He's stuffing it everytime he's on the floor.

Now that the clipper game is over, it's great to see one team winning tonight.


----------



## Free Arsenal (Nov 8, 2004)

Win this game and it's two more games, with a loss by OKC, it's 48 wins to clinch.


----------



## Dissonance (Jul 21, 2004)

lol they have 76 with 2 mins till 4th. We had that at halftime. just seems funny..
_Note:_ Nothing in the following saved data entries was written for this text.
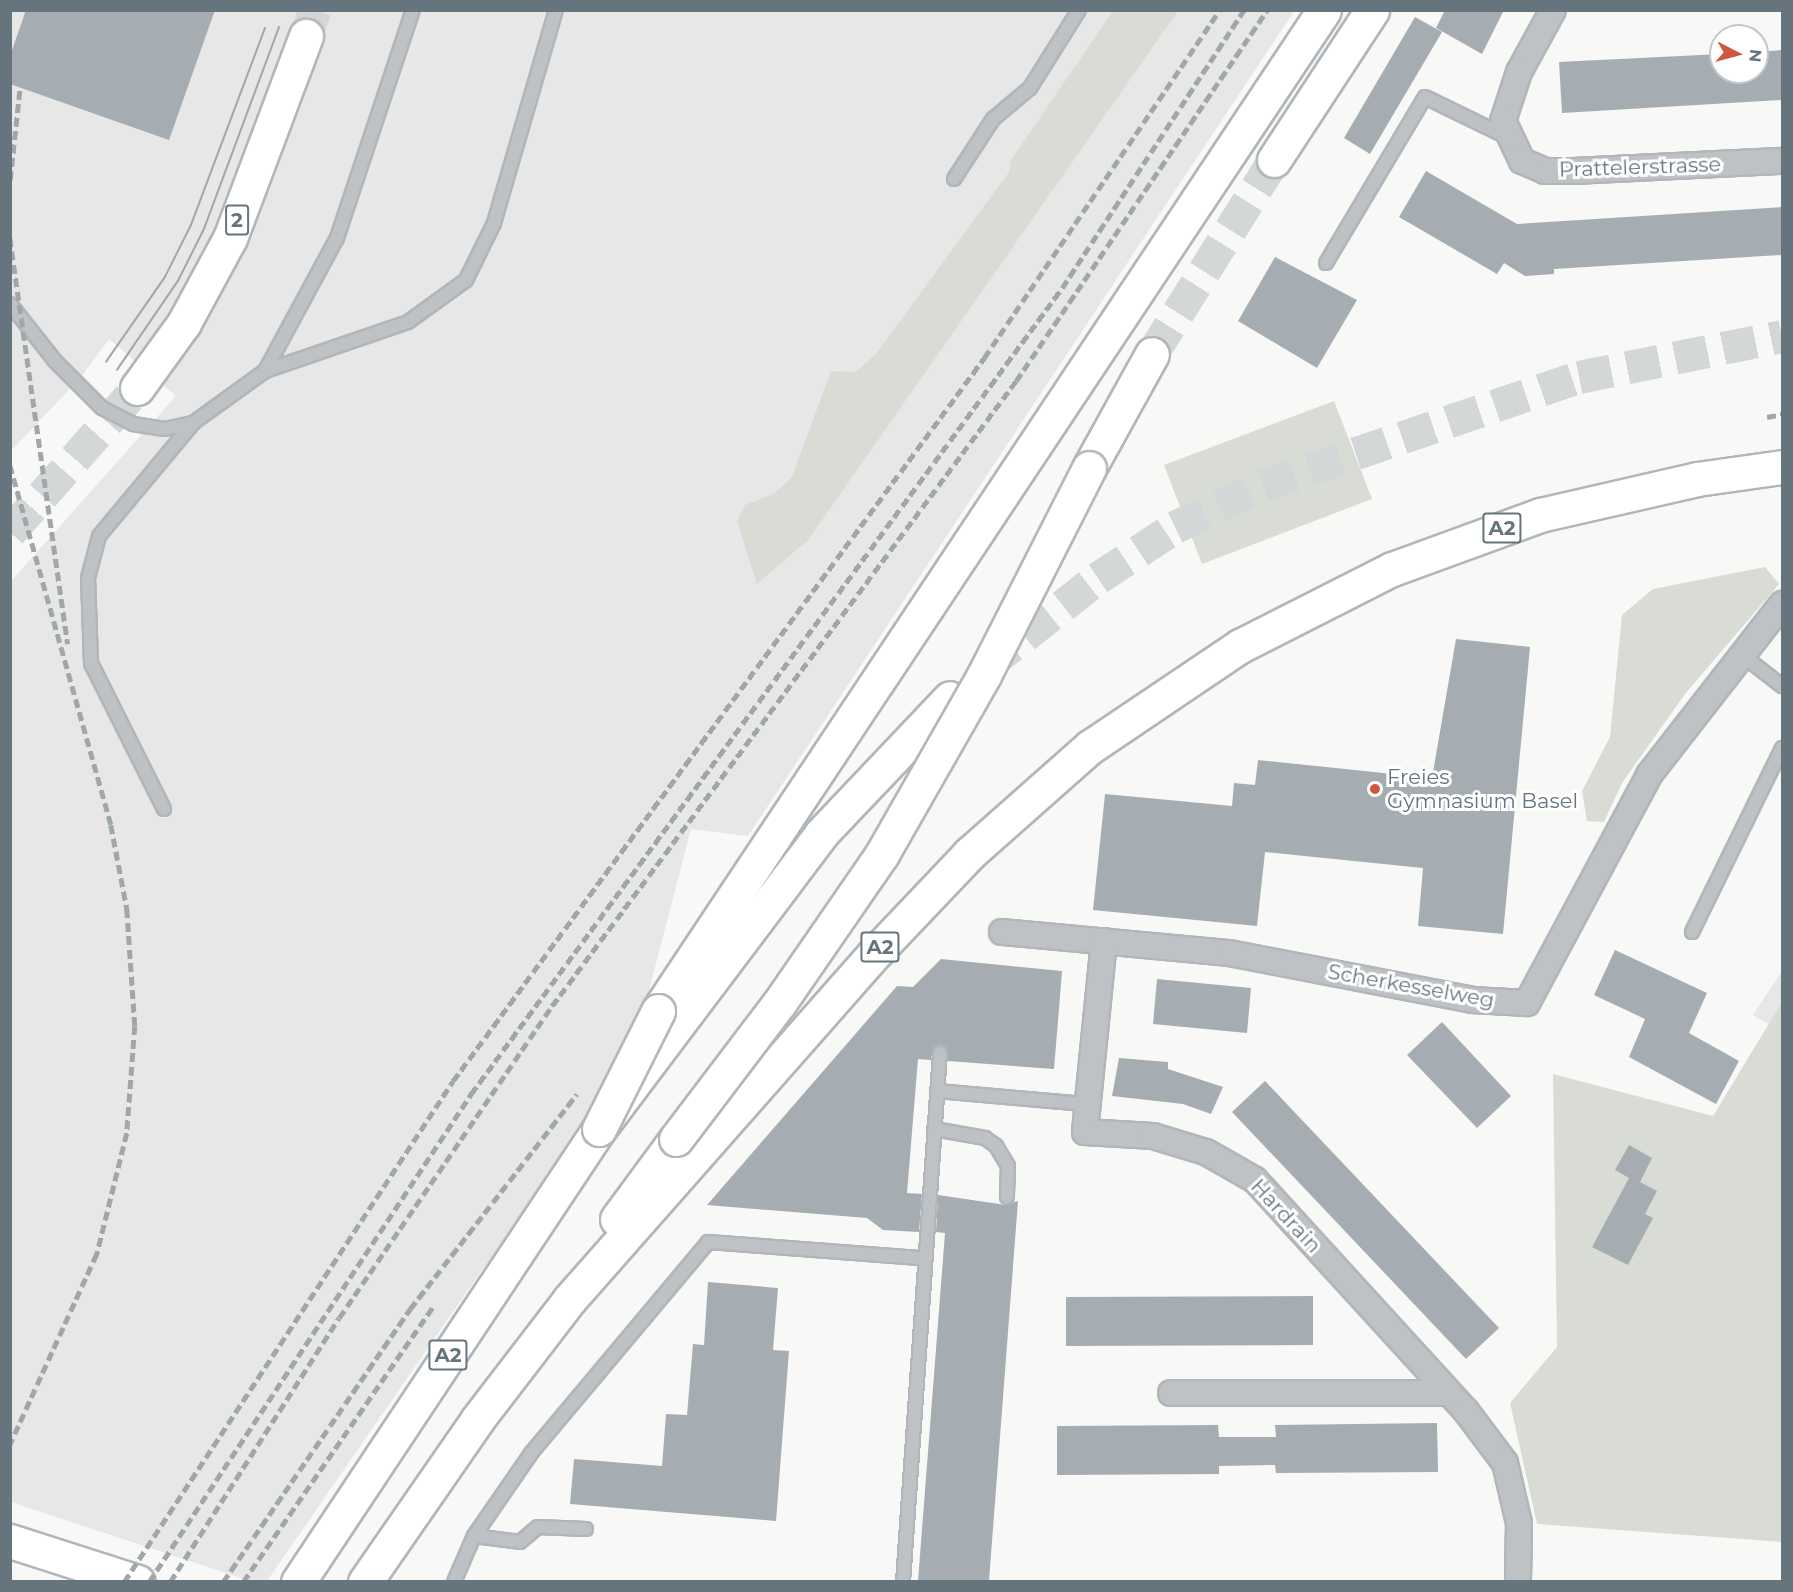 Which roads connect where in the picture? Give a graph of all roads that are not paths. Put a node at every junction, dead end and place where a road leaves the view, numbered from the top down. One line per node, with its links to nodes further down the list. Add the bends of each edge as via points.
1 (413, 10): 15 (lane, via 337,238)
2 (556, 10): 15 (lane, via 494,223 466,280 408,322)
3 (1079, 10): 11 (lane, via 1030,88 993,118)
4 (1324, 10): 28 (main road, via 1096,347)
5 (1372, 10): 9 (main road)
6 (1553, 10): 8 (street, Prattelerstrasse, via 1509,95 1503,121)
7 (306, 36): 16 (main road, 2, via 230,238 184,323)
8 (1509, 138): 10 (street, Prattelerstrasse, via 1522,161 1545,171); 12 (lane, via 1425,97)
9 (1274, 160)
10 (1782, 161)
11 (954, 179)
12 (1326, 263)
13 (10, 304): 17 (lane, via 102,408 133,424 165,429)
14 (1152, 354): 35 (main road, bridge, via 946,744 858,892 607,1234)
15 (265, 371): 17 (lane)
16 (137, 388)
17 (193, 423): 24 (lane, via 99,536 88,578 91,663)
18 (1782, 467): 35 (main road, A2, via 1697,479 1540,515 1392,569 1240,646 1090,747 969,854)
19 (1782, 604): 20 (street, Scherkesselweg)
20 (1742, 655): 21 (lane); 27 (street, Scherkesselweg, via 1649,775 1527,1004 1472,1000 1229,953)
21 (1782, 686)
22 (950, 698): 28 (main road, via 821,834)
23 (1782, 748): 26 (lane)
24 (164, 809)
25 (1002, 932): 27 (street, Scherkesselweg)
26 (1692, 932)
27 (1104, 941): 31 (street, Hardrain)
28 (667, 1021): 42 (main road, A2, bridge)
29 (940, 1053): 30 (lane)
30 (937, 1091): 31 (lane); 32 (lane)
31 (1087, 1104): 36 (street, Hardrain, via 1085,1132 1153,1136 1206,1152 1255,1180)
32 (934, 1129): 33 (lane, via 977,1136 996,1146 1008,1166); 34 (lane)
33 (1007, 1197)
34 (923, 1258): 39 (lane, via 708,1242 532,1452); 45 (lane)
35 (568, 1300): 43 (main road, A2, via 477,1420)
36 (1448, 1393): 37 (street); 46 (street, Hardrain, via 1505,1463 1519,1523)
37 (1171, 1394)
38 (586, 1529): 39 (lane, via 538,1527 520,1542)
39 (474, 1536): 44 (lane)
40 (10, 1541): 41 (main road)
41 (138, 1581)
42 (298, 1581)
43 (365, 1581)
44 (454, 1581)
45 (903, 1581)
46 (1518, 1581)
Come on bring back Amare, give him some more time damnit. they said about 15-20 mins so.


----------



## Seuss (Aug 19, 2005)

Amare's doing great.

13pts 6rebs 2blcks in 14 minutes.

Me excited.


----------



## Dissonance (Jul 21, 2004)

Suns win 125-108

Amare came back in too!

Finished with 20 pts (7-14) (6-7 FT), 9 rebounds, 2 blks in 19 mins.


POR-PHX BOXSCORE


----------



## Free Arsenal (Nov 8, 2004)

This was an expected win, 2 more to go to clinch!


----------



## absolutebest (Jun 10, 2002)

Congrats, everybody! This team is scary now with Amare back. Damn. I'm glad that we are out East.


----------



## rebelsun (Nov 25, 2003)

For those that saw the game, how was his explosiveness? Was he as nasty as before; could you see any difference?


----------



## Seuss (Aug 19, 2005)

RebelSun said:


> For those that saw the game, how was his explosiveness? Was he as nasty as before; could you see any difference?
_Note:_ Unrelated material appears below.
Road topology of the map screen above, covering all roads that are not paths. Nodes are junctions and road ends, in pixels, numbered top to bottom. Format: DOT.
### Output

You could tell he hasn't really played for awhile. He got blocked twice and his jumping was a little down. But his jumpshot was nice and his rebounding I think has gotten better.


----------



## Carbo04 (Apr 15, 2005)

He wasn't the same Amare as last year. But you have to factor he hasn't played all year, and is just coming back from surgery. I think he's just more rusty then anything. I'd give him 5 to 10 games before he starts the poster shop again. But his jumper is amazing. Besides Dirk he might be the best big man shooter in the NBA now. Add that with a few new post moves he showed and the dunks when the rust comes off. Good grief!!!


----------



## PaCeRhOLiC (May 22, 2005)

Amare, or no Amare this team's mad nasty, but him back you guys are simply unbelieveable, like my man Absolute said, I'm just glad you're out West....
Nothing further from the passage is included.